The Chase's lost episode which ITV bosses 'refuse to broadcast' years later

ITV never airs one particular episode of The Chase, an expert has revealed. The 52-year-old from Kent has watched more than 2,000 episodes of the show, hosted by Bradley Walsh since 2009.
Keeping an eagle-eye on the programme for well over a decade, the expert has detailed accounts of each episode, from the contestant and Chaser's answering accuracy, the overall prize pots and speed in the final chase.
However, there is one episode he cannot find the stats on. In 2013, as part of a charity special, ITV news presenters Matt Barbet, Charlene White, Romilly Weeks and Alastair Stewart were invited on to the programme.
"But the episode has never been repeated," according to the expert.
He said: "Occasionally they have an episode which isn't part of the regular production. Most of the episodes fall into the daytime series or the celebrity series, but the Text Santa episode was a standalone and that's why it's never been repeated."

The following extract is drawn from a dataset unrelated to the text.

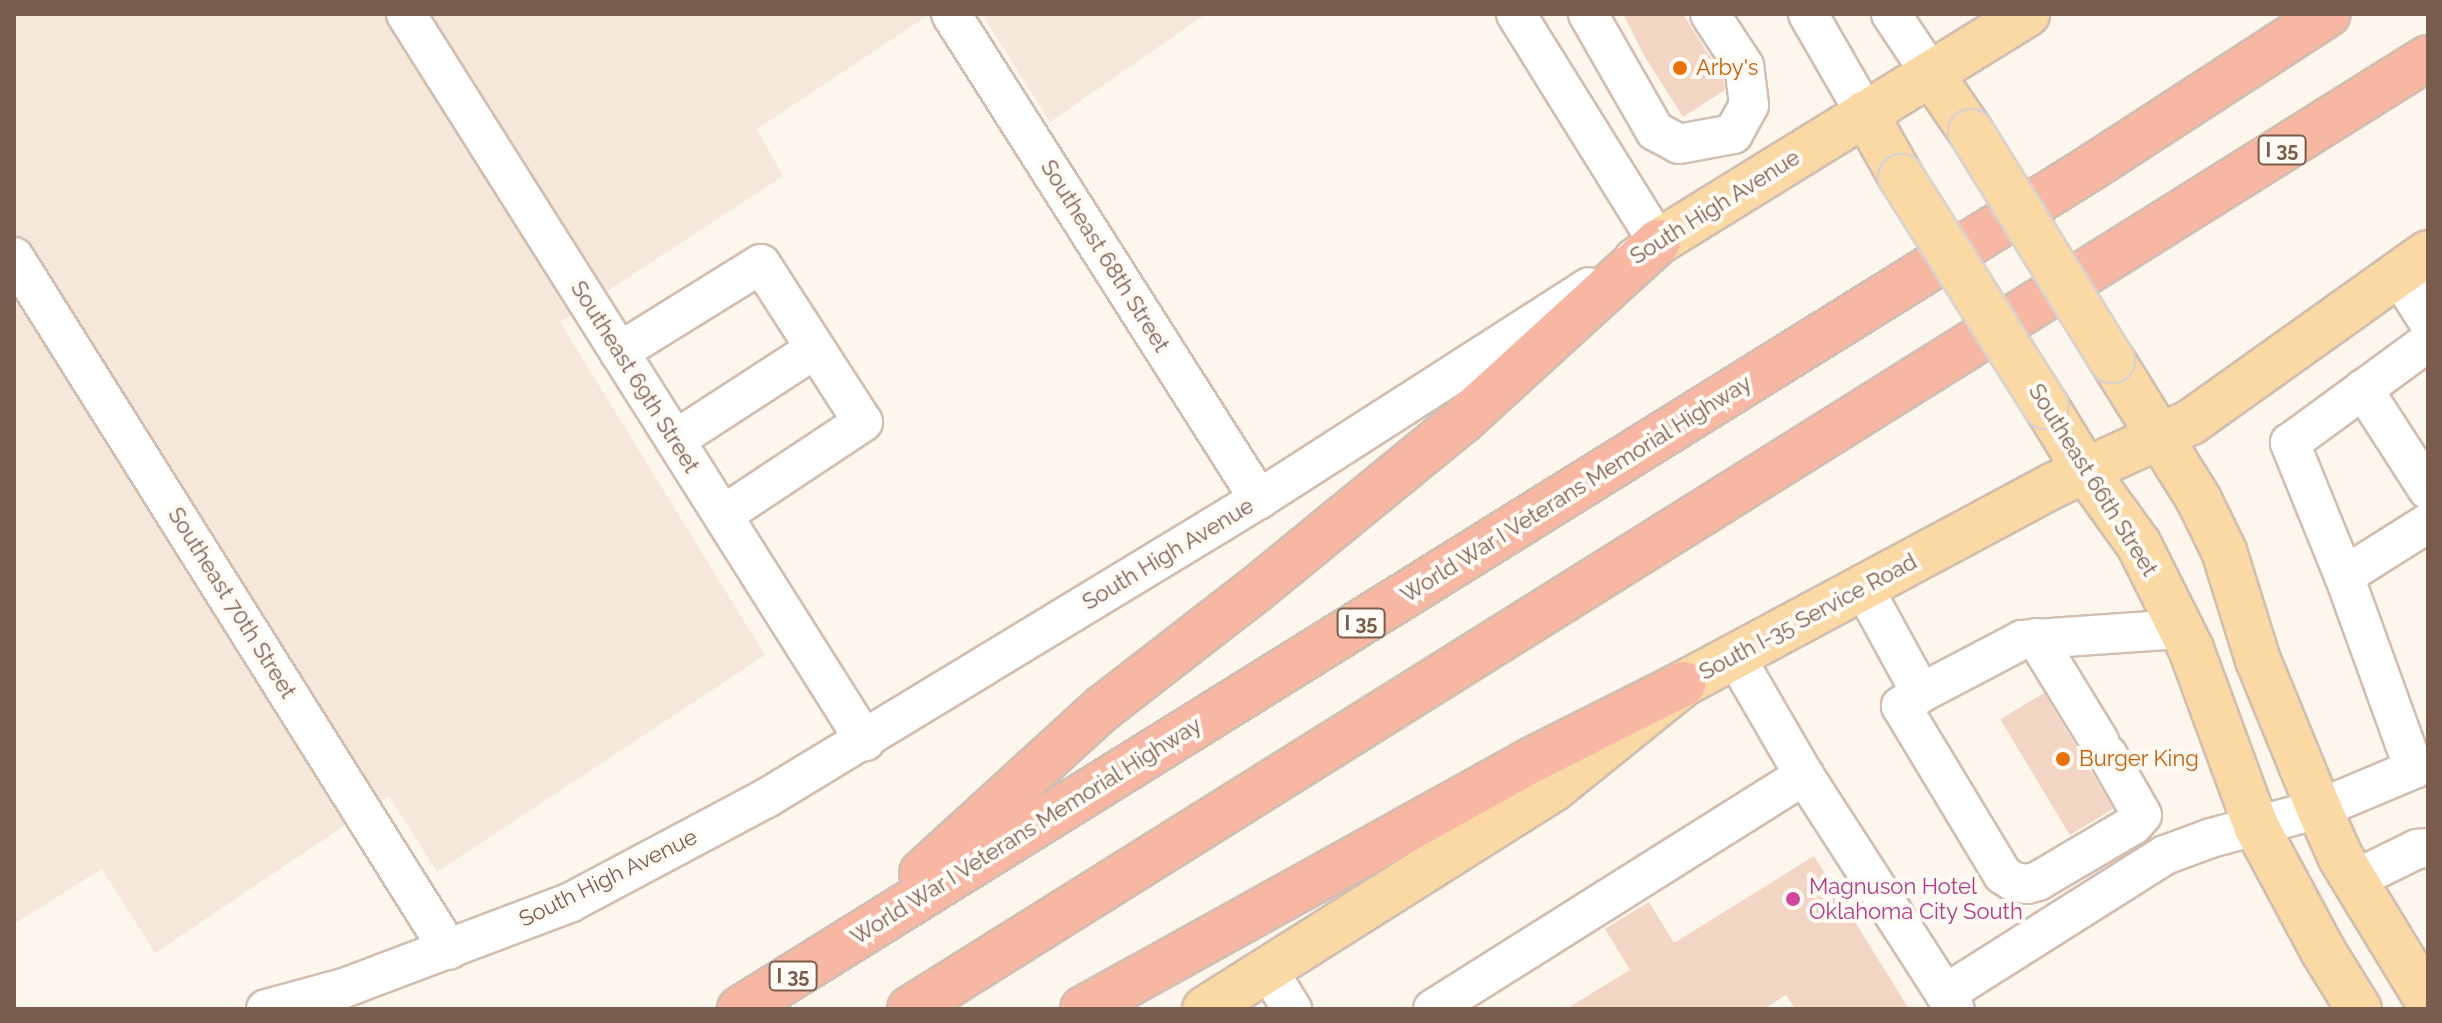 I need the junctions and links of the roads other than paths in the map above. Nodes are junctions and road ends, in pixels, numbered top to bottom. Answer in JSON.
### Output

"It had all the Text Santa logos and phone numbers all over it telling you how you could text in. So they would need to do a bit of work to pixelate various parts of that.
The expert added to Mail Online: "There was a previous Text Santa episode, but I think that one was just part of the regular series, so that one has been repeated on Challenge and so on."
The superfan only started collecting data from the programme in 2016, two years after he first started watching it.
"It's possibly over 1000 episodes that I hadn't documented that I then had to go back and watch. So that was obviously quite a time consuming thing to do," he explained. "But at that stage, I was into the project, and I was quite happy to watch them all."
A renowned expert on The Chase, the superfan has managed to sit in the studio audience on three occasions to watch filming.
He explained how the 48-minute programme that viewers see on screen is cut down from more than three hours of footage.
"There's little things. When Bradley first chats to the contestant, that's a lot longer than they ever edit for TV," he revealed. "When he's asking the questions, he's at a podium, but when you do the next bit at the table, the podium is not in the shot anymore. So there's little things they have to do to rearrange the set."
He also shared that both contestants or audience members can challenge an answer if they believe it is incorrect and take it to an independent adjudicator.
The expert said: "Sometimes it'll happen in a cash builder, and sometimes it'll happen at the end, there'll be a slight pause where Brad is waiting for the adjudicator to verify whether an answer came in time or not."